Die neue Außenpolitik der Türkei ist keine Abkehr von Europa – sie nutzt Europa. Ankara reformiert mittlerweile aus Eigeninteresse.

Driftet die Türkei ab? Wendet sie sich von Europa und dem Westen ab, um ihr Heil stattdessen mit Bösewichtern wie Teheran und Damaskus zu suchen? Und ist die EU schuld daran, weil sie das Beitrittsversprechen für das muslimische Land immer wieder verwässert?

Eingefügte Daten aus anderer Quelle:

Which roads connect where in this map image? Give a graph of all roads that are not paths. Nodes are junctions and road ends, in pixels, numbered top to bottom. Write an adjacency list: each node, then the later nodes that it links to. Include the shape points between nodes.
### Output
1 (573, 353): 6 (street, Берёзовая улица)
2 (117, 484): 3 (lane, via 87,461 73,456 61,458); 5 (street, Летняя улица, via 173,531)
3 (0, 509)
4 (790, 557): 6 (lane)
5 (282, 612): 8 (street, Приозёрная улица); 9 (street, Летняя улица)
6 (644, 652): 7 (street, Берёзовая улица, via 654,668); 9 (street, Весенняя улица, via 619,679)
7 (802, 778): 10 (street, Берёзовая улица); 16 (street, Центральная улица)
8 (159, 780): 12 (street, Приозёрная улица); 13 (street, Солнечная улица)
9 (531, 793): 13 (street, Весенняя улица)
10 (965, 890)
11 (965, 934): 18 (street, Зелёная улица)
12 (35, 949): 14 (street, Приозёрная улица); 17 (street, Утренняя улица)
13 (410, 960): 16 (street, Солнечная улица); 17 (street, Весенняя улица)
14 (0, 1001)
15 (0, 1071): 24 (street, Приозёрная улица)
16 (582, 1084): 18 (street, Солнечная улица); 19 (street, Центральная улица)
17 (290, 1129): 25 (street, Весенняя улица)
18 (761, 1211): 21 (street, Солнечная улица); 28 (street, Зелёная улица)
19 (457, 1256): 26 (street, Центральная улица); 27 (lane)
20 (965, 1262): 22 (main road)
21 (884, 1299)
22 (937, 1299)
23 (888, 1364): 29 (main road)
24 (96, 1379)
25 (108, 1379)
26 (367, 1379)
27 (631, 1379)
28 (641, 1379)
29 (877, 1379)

Die Türkei verfolgt mit ungeahntem Pragmatismus ihre Interessen als Regionalmacht an der Schnittstelle zwischen Europa und Asien, Nahost und Kaukasus. Deutlich spürbar ist ein neues Selbstbewusstsein. Doch das ist keine Abkehr seiner bisherigen Außenpolitik. Vielmehr kann sich diese jetzt erstmals entfalten: Einmal haben die USA, durch das Irakabenteuer geschwächt, in Nahost und der Region ein Vakuum hinterlassen. Dann hat sich das Land reformiert und demokratisiert – dank der gleichwohl brüchigen Beitrittsperspektive zur EU. Dazu zählt vor allem der neue Umgang mit Minderheiten wie Kurden und Alewiten. Dadurch wurde erst möglich, dass die Türkei über ihre Grenzen hinaus glaubwürdig agieren kann. Denn die Bereinigung der Probleme mit den Nachbarstaaten auf höchster politischer Ebene wird unterstützt durch eine neue liberale Offenheit für Handel, Wirtschaft und Migration in alle Richtungen. Für einige Länder der arabischen Welt ist die Türkei gar zu einem Modell geworden ist. Und dies nicht erst durch die populistischen Sprüche von Premier Erdogan in der Palästinafrage.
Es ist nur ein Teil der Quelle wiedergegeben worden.